The trading market for our ordinary shares will depend in part on the research and reports that securities or industry analysts publish about us or our business. If one or more of the analysts who cover us downgrade our rating or publish inaccurate or unfavorable research about our business, our share price could decline. If one or more of these analysts cease coverage of our company or fail to publish reports on our company regularly, demand for our ordinary shares could decrease, which might cause our share price and trading volume to decline.
Securities class action litigation could divert our management’s attention and harm our business and could subject us to significant liabilities.
The stock markets have from time to time experienced significant price and volume fluctuations that have affected the market prices for the equity securities of pharmaceutical companies. These broad market fluctuations may cause the market price of our ordinary shares to decline. In the past, securities class action litigation has often been brought against a company following a decline in the market price of its securities. This risk is especially relevant for us because biotechnology and biopharma companies have experienced significant stock price volatility in recent years.
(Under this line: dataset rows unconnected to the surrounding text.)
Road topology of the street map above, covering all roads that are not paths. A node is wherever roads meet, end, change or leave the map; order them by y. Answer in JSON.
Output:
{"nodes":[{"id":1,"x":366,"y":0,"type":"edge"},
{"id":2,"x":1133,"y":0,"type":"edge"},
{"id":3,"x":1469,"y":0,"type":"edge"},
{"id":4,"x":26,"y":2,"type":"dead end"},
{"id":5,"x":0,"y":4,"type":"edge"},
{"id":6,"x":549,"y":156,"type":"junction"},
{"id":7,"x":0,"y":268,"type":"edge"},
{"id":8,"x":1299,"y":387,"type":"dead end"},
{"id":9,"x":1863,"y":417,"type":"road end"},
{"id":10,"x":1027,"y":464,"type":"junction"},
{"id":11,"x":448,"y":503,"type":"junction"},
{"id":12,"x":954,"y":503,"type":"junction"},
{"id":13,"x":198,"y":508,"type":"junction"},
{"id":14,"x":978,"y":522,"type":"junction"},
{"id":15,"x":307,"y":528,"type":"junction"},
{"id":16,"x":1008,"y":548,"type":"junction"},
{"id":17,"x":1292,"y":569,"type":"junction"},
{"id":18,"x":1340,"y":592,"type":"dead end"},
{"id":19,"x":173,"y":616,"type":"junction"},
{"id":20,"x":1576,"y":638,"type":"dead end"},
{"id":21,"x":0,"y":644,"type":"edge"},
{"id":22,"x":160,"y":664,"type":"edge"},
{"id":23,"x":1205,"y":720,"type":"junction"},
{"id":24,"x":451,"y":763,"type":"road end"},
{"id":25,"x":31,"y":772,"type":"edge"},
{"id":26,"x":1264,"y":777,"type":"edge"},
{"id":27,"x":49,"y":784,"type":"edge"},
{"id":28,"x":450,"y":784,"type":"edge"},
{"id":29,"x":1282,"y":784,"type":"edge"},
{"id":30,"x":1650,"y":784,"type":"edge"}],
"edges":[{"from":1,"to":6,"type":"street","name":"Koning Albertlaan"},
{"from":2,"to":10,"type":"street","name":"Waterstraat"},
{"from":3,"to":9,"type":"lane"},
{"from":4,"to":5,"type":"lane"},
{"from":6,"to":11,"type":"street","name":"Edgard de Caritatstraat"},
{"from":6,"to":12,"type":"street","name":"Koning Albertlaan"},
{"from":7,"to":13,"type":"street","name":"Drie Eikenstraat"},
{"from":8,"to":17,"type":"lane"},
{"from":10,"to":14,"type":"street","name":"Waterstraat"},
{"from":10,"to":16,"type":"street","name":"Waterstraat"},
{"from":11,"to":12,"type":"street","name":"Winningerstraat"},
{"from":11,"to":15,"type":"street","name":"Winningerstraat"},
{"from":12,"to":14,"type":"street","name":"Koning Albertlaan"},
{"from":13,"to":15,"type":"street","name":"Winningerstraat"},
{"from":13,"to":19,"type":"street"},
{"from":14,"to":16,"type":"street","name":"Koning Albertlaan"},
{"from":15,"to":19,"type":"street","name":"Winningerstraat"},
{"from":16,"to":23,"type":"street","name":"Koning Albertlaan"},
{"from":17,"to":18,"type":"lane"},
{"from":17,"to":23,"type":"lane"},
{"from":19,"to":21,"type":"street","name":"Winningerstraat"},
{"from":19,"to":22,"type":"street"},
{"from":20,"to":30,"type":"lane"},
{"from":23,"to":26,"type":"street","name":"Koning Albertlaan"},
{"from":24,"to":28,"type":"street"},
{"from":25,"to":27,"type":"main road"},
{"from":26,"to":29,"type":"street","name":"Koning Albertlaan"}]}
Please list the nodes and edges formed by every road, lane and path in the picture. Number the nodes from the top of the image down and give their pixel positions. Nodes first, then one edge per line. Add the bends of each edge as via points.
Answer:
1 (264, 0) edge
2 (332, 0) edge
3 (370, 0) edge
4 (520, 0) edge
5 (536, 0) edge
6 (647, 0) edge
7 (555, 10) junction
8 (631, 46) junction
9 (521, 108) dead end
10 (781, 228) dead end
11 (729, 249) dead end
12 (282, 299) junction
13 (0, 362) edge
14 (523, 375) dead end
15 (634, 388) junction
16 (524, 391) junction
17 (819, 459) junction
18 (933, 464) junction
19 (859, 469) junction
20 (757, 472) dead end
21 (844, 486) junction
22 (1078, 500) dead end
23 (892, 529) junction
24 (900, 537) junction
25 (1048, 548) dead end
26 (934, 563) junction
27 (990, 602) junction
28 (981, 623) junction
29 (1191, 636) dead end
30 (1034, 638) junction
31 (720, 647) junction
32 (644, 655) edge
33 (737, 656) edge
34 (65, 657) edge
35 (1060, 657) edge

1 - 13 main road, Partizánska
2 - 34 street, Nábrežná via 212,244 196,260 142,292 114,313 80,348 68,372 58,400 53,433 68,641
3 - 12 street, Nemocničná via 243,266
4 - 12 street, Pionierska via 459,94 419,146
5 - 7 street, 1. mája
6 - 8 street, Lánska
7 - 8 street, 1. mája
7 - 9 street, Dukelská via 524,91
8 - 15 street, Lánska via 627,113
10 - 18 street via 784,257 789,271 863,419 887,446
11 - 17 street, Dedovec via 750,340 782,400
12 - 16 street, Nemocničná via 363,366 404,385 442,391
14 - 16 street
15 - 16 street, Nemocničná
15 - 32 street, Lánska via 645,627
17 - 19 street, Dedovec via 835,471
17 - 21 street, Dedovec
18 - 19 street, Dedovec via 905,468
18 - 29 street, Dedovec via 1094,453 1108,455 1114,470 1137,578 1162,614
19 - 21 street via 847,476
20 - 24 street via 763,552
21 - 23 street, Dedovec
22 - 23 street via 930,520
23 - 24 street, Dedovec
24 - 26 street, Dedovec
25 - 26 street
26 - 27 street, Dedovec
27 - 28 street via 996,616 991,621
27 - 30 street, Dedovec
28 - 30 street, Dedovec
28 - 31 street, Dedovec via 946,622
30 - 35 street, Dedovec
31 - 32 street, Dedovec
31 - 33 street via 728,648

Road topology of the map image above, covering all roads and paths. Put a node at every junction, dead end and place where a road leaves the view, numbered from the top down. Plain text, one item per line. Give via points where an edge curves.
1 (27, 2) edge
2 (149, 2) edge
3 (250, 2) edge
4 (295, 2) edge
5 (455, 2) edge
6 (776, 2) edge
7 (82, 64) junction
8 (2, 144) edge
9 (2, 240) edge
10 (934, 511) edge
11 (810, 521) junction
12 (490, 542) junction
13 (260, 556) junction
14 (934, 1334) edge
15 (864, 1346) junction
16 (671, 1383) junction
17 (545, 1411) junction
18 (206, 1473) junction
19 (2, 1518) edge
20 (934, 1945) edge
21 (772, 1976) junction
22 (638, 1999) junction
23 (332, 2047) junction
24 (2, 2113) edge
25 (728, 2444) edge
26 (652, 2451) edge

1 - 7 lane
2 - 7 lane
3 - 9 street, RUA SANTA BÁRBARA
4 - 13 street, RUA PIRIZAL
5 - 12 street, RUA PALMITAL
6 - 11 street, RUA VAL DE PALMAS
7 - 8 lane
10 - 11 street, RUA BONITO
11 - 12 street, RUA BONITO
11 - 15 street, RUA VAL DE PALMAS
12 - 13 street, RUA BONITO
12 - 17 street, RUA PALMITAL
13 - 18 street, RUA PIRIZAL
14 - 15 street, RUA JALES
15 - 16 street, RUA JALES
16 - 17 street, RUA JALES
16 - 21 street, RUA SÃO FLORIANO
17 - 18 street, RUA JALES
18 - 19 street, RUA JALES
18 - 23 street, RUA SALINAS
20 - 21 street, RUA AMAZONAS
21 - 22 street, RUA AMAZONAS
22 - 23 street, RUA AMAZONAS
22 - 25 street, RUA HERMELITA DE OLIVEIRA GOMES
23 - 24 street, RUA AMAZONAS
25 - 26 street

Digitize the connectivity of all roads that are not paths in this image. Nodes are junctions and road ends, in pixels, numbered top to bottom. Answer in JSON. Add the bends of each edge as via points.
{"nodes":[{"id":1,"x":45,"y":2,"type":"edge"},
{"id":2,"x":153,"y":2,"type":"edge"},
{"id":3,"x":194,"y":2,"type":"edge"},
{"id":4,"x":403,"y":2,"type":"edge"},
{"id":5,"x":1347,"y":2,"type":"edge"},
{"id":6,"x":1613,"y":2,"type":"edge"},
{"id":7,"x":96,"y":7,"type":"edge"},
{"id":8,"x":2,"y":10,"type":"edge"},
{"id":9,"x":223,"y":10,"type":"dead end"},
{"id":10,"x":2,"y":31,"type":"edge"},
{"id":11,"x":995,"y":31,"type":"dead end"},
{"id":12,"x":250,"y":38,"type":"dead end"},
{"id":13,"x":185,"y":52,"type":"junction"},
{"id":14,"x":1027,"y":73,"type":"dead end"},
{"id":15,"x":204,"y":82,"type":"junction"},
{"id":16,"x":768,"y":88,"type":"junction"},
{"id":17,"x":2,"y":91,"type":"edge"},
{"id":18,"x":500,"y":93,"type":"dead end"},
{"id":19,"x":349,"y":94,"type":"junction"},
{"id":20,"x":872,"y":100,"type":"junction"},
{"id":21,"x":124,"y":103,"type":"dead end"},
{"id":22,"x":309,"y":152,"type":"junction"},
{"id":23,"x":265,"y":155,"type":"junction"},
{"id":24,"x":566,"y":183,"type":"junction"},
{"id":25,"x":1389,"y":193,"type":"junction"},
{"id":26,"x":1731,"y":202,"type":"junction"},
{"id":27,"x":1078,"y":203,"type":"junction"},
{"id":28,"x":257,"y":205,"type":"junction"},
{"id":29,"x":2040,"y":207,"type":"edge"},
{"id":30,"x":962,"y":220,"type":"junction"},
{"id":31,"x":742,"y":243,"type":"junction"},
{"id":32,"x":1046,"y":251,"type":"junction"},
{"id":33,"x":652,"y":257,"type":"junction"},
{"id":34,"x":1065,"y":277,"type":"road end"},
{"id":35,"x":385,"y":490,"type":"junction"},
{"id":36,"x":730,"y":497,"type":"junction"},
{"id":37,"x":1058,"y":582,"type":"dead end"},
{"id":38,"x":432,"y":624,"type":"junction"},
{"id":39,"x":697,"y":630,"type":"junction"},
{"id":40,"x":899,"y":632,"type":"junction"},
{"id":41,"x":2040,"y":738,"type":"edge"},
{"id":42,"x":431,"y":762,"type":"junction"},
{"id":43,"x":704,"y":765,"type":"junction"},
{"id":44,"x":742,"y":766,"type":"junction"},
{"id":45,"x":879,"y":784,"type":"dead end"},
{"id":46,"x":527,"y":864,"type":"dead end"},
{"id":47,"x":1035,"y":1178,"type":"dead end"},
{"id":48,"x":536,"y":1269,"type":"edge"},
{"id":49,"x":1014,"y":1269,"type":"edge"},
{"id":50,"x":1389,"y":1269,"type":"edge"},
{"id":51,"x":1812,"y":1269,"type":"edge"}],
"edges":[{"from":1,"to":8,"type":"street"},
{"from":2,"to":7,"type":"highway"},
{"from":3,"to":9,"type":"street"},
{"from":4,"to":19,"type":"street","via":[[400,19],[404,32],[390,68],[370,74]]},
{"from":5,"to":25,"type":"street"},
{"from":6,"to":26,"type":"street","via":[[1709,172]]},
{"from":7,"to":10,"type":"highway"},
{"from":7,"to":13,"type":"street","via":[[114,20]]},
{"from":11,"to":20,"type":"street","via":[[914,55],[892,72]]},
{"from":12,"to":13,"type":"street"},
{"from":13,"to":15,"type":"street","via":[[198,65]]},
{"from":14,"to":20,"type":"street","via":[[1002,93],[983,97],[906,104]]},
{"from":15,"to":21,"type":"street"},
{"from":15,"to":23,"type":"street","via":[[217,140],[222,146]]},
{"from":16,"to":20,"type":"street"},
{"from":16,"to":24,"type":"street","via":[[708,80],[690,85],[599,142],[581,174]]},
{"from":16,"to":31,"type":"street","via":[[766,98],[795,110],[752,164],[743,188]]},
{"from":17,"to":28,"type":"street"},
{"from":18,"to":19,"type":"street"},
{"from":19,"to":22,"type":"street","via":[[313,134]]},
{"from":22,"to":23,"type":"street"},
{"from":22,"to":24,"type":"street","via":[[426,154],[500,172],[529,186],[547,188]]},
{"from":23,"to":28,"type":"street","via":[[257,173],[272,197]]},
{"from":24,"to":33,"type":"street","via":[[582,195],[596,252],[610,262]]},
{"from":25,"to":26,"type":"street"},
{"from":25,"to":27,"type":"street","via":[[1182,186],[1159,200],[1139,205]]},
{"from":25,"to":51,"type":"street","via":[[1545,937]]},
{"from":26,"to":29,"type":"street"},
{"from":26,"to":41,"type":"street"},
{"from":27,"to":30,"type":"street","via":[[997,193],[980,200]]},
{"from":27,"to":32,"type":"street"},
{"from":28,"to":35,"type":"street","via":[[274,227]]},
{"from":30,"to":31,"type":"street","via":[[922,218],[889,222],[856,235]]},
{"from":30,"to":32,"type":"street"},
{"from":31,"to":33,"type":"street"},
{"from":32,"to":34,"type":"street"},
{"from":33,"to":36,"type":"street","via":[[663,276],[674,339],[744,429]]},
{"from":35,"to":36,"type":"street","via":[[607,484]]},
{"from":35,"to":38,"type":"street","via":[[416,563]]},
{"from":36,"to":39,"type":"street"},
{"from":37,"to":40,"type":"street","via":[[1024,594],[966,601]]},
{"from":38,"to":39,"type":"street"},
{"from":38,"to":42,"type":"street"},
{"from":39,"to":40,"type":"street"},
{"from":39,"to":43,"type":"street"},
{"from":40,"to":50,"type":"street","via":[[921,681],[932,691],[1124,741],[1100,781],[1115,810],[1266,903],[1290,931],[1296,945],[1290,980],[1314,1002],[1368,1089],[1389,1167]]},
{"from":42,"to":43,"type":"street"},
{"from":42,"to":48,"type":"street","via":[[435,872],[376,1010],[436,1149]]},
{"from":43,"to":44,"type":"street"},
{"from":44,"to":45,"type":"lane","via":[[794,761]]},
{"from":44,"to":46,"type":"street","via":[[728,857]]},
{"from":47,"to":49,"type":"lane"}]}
For example, following declines in our stock price, two federal securities class action lawsuits were filed in March 2016 against us and certain of our current and former officers alleging violations of the Securities Exchange Act of 1934, as amended, which lawsuits were dismissed by the plaintiffs in June 2018. Even if we are successful in defending any similar claims that may be brought in the future, such litigation could result in substantial costs and may be a distraction to our management, and may lead to an unfavorable outcome that could adversely impact our financial condition and prospects.